## Given entries

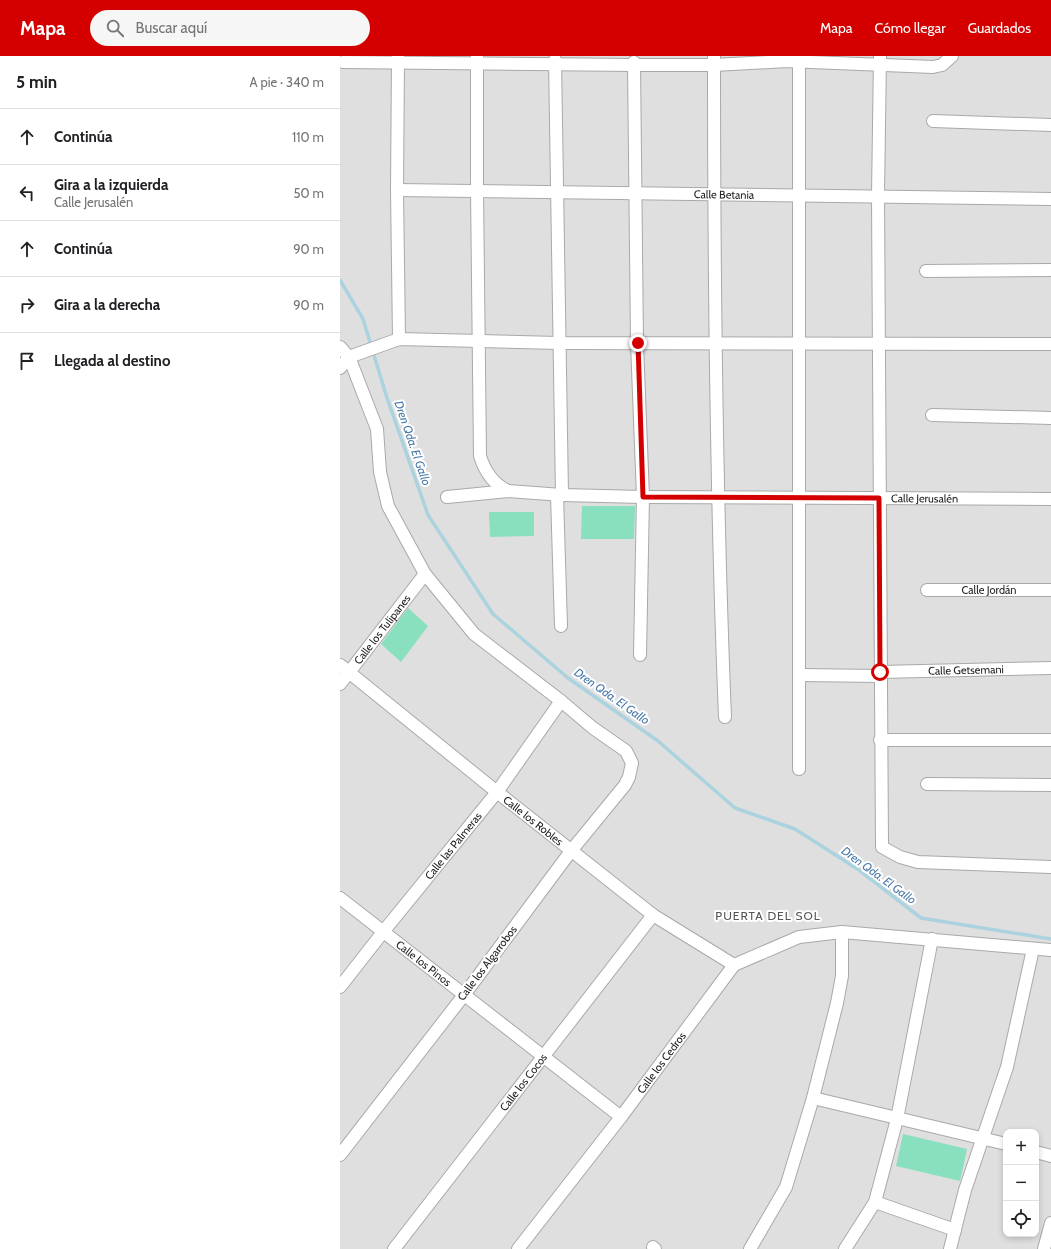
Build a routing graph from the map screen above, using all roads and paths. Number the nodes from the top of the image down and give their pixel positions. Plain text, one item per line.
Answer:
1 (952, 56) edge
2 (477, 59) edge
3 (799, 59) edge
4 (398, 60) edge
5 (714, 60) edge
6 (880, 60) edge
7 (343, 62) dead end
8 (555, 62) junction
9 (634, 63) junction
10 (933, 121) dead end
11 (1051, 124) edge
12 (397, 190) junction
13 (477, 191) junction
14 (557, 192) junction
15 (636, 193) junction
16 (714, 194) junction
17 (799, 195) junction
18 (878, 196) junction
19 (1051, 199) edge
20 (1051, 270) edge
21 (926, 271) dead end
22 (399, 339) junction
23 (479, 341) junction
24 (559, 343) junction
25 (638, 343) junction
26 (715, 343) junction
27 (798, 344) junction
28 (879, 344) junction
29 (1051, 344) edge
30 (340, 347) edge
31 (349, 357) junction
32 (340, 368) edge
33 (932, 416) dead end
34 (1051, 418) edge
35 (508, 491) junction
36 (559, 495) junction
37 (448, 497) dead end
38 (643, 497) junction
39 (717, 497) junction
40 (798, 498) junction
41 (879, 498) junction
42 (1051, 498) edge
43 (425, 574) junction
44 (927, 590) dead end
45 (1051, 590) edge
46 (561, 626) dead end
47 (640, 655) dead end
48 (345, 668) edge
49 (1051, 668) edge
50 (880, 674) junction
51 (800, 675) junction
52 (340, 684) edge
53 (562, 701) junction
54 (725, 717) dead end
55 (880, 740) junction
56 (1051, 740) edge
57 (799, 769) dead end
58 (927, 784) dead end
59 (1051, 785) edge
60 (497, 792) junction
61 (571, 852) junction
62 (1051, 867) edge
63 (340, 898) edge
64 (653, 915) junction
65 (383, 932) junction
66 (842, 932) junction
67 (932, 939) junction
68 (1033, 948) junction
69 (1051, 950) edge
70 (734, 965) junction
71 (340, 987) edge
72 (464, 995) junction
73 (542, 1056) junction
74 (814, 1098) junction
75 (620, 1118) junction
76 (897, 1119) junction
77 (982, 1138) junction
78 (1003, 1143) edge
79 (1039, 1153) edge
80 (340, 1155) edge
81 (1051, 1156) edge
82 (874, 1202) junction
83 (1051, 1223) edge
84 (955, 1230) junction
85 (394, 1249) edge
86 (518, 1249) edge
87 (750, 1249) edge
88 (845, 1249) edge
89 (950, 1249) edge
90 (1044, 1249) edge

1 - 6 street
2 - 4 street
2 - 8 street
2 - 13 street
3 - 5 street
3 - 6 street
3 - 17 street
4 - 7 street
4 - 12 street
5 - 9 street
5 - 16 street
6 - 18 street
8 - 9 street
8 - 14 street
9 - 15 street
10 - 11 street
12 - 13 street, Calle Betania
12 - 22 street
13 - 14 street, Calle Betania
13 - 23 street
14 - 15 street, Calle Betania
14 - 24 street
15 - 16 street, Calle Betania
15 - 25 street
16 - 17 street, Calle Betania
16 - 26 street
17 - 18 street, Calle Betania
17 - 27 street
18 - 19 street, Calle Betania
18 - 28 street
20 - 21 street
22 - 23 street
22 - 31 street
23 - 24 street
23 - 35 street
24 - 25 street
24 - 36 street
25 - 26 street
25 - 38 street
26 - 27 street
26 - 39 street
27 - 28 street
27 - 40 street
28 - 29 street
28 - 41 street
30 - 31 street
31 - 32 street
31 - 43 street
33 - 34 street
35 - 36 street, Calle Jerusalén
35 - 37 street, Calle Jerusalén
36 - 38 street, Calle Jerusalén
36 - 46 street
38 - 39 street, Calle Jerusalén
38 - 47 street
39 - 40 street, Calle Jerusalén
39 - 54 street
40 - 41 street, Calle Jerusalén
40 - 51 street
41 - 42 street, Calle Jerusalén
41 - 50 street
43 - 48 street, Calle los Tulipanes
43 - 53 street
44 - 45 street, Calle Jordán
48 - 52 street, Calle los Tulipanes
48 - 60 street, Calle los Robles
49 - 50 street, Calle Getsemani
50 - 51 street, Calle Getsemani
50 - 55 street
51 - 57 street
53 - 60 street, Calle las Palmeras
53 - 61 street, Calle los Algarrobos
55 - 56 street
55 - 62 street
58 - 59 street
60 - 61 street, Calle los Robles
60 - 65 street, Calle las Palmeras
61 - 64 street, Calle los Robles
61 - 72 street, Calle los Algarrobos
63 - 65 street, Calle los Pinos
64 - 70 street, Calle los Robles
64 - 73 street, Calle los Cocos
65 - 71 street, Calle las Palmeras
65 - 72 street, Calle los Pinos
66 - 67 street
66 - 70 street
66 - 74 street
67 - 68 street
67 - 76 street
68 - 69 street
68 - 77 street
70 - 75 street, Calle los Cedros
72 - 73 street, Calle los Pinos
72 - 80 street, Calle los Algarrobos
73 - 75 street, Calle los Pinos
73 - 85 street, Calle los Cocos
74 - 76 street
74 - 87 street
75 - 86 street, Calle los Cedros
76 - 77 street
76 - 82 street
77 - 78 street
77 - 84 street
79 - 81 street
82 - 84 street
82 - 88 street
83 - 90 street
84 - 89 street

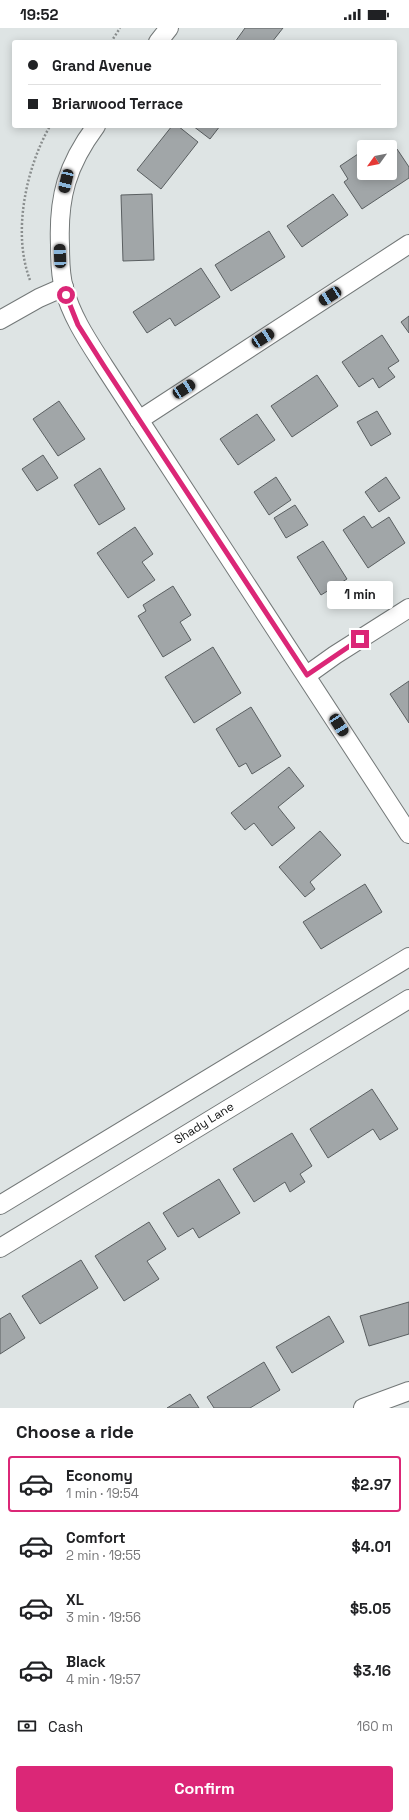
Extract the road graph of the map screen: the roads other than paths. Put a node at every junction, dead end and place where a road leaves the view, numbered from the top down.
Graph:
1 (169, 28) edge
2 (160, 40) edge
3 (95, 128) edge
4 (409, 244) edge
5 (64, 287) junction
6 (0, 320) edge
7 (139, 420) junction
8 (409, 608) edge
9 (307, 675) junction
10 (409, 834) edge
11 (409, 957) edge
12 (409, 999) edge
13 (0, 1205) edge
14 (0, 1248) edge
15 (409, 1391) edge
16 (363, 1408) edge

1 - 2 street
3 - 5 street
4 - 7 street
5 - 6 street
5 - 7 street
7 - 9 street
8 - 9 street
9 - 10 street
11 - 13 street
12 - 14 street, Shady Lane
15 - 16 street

## Exercise prompt
No pictures belong in the copy; output every record exactly.

## Solution to the exercise
Build a routing graph from the map screen above, using all roads and paths. Number the nodes from the top of the image down and give their pixel positions. Plain text, one item per line.
Answer:
1 (952, 56) edge
2 (477, 59) edge
3 (799, 59) edge
4 (398, 60) edge
5 (714, 60) edge
6 (880, 60) edge
7 (343, 62) dead end
8 (555, 62) junction
9 (634, 63) junction
10 (933, 121) dead end
11 (1051, 124) edge
12 (397, 190) junction
13 (477, 191) junction
14 (557, 192) junction
15 (636, 193) junction
16 (714, 194) junction
17 (799, 195) junction
18 (878, 196) junction
19 (1051, 199) edge
20 (1051, 270) edge
21 (926, 271) dead end
22 (399, 339) junction
23 (479, 341) junction
24 (559, 343) junction
25 (638, 343) junction
26 (715, 343) junction
27 (798, 344) junction
28 (879, 344) junction
29 (1051, 344) edge
30 (340, 347) edge
31 (349, 357) junction
32 (340, 368) edge
33 (932, 416) dead end
34 (1051, 418) edge
35 (508, 491) junction
36 (559, 495) junction
37 (448, 497) dead end
38 (643, 497) junction
39 (717, 497) junction
40 (798, 498) junction
41 (879, 498) junction
42 (1051, 498) edge
43 (425, 574) junction
44 (927, 590) dead end
45 (1051, 590) edge
46 (561, 626) dead end
47 (640, 655) dead end
48 (345, 668) edge
49 (1051, 668) edge
50 (880, 674) junction
51 (800, 675) junction
52 (340, 684) edge
53 (562, 701) junction
54 (725, 717) dead end
55 (880, 740) junction
56 (1051, 740) edge
57 (799, 769) dead end
58 (927, 784) dead end
59 (1051, 785) edge
60 (497, 792) junction
61 (571, 852) junction
62 (1051, 867) edge
63 (340, 898) edge
64 (653, 915) junction
65 (383, 932) junction
66 (842, 932) junction
67 (932, 939) junction
68 (1033, 948) junction
69 (1051, 950) edge
70 (734, 965) junction
71 (340, 987) edge
72 (464, 995) junction
73 (542, 1056) junction
74 (814, 1098) junction
75 (620, 1118) junction
76 (897, 1119) junction
77 (982, 1138) junction
78 (1003, 1143) edge
79 (1039, 1153) edge
80 (340, 1155) edge
81 (1051, 1156) edge
82 (874, 1202) junction
83 (1051, 1223) edge
84 (955, 1230) junction
85 (394, 1249) edge
86 (518, 1249) edge
87 (750, 1249) edge
88 (845, 1249) edge
89 (950, 1249) edge
90 (1044, 1249) edge

1 - 6 street
2 - 4 street
2 - 8 street
2 - 13 street
3 - 5 street
3 - 6 street
3 - 17 street
4 - 7 street
4 - 12 street
5 - 9 street
5 - 16 street
6 - 18 street
8 - 9 street
8 - 14 street
9 - 15 street
10 - 11 street
12 - 13 street, Calle Betania
12 - 22 street
13 - 14 street, Calle Betania
13 - 23 street
14 - 15 street, Calle Betania
14 - 24 street
15 - 16 street, Calle Betania
15 - 25 street
16 - 17 street, Calle Betania
16 - 26 street
17 - 18 street, Calle Betania
17 - 27 street
18 - 19 street, Calle Betania
18 - 28 street
20 - 21 street
22 - 23 street
22 - 31 street
23 - 24 street
23 - 35 street
24 - 25 street
24 - 36 street
25 - 26 street
25 - 38 street
26 - 27 street
26 - 39 street
27 - 28 street
27 - 40 street
28 - 29 street
28 - 41 street
30 - 31 street
31 - 32 street
31 - 43 street
33 - 34 street
35 - 36 street, Calle Jerusalén
35 - 37 street, Calle Jerusalén
36 - 38 street, Calle Jerusalén
36 - 46 street
38 - 39 street, Calle Jerusalén
38 - 47 street
39 - 40 street, Calle Jerusalén
39 - 54 street
40 - 41 street, Calle Jerusalén
40 - 51 street
41 - 42 street, Calle Jerusalén
41 - 50 street
43 - 48 street, Calle los Tulipanes
43 - 53 street
44 - 45 street, Calle Jordán
48 - 52 street, Calle los Tulipanes
48 - 60 street, Calle los Robles
49 - 50 street, Calle Getsemani
50 - 51 street, Calle Getsemani
50 - 55 street
51 - 57 street
53 - 60 street, Calle las Palmeras
53 - 61 street, Calle los Algarrobos
55 - 56 street
55 - 62 street
58 - 59 street
60 - 61 street, Calle los Robles
60 - 65 street, Calle las Palmeras
61 - 64 street, Calle los Robles
61 - 72 street, Calle los Algarrobos
63 - 65 street, Calle los Pinos
64 - 70 street, Calle los Robles
64 - 73 street, Calle los Cocos
65 - 71 street, Calle las Palmeras
65 - 72 street, Calle los Pinos
66 - 67 street
66 - 70 street
66 - 74 street
67 - 68 street
67 - 76 street
68 - 69 street
68 - 77 street
70 - 75 street, Calle los Cedros
72 - 73 street, Calle los Pinos
72 - 80 street, Calle los Algarrobos
73 - 75 street, Calle los Pinos
73 - 85 street, Calle los Cocos
74 - 76 street
74 - 87 street
75 - 86 street, Calle los Cedros
76 - 77 street
76 - 82 street
77 - 78 street
77 - 84 street
79 - 81 street
82 - 84 street
82 - 88 street
83 - 90 street
84 - 89 street

Extract the road graph of the map screen: the roads other than paths. Put a node at every junction, dead end and place where a road leaves the view, numbered from the top down.
Graph:
1 (169, 28) edge
2 (160, 40) edge
3 (95, 128) edge
4 (409, 244) edge
5 (64, 287) junction
6 (0, 320) edge
7 (139, 420) junction
8 (409, 608) edge
9 (307, 675) junction
10 (409, 834) edge
11 (409, 957) edge
12 (409, 999) edge
13 (0, 1205) edge
14 (0, 1248) edge
15 (409, 1391) edge
16 (363, 1408) edge

1 - 2 street
3 - 5 street
4 - 7 street
5 - 6 street
5 - 7 street
7 - 9 street
8 - 9 street
9 - 10 street
11 - 13 street
12 - 14 street, Shady Lane
15 - 16 street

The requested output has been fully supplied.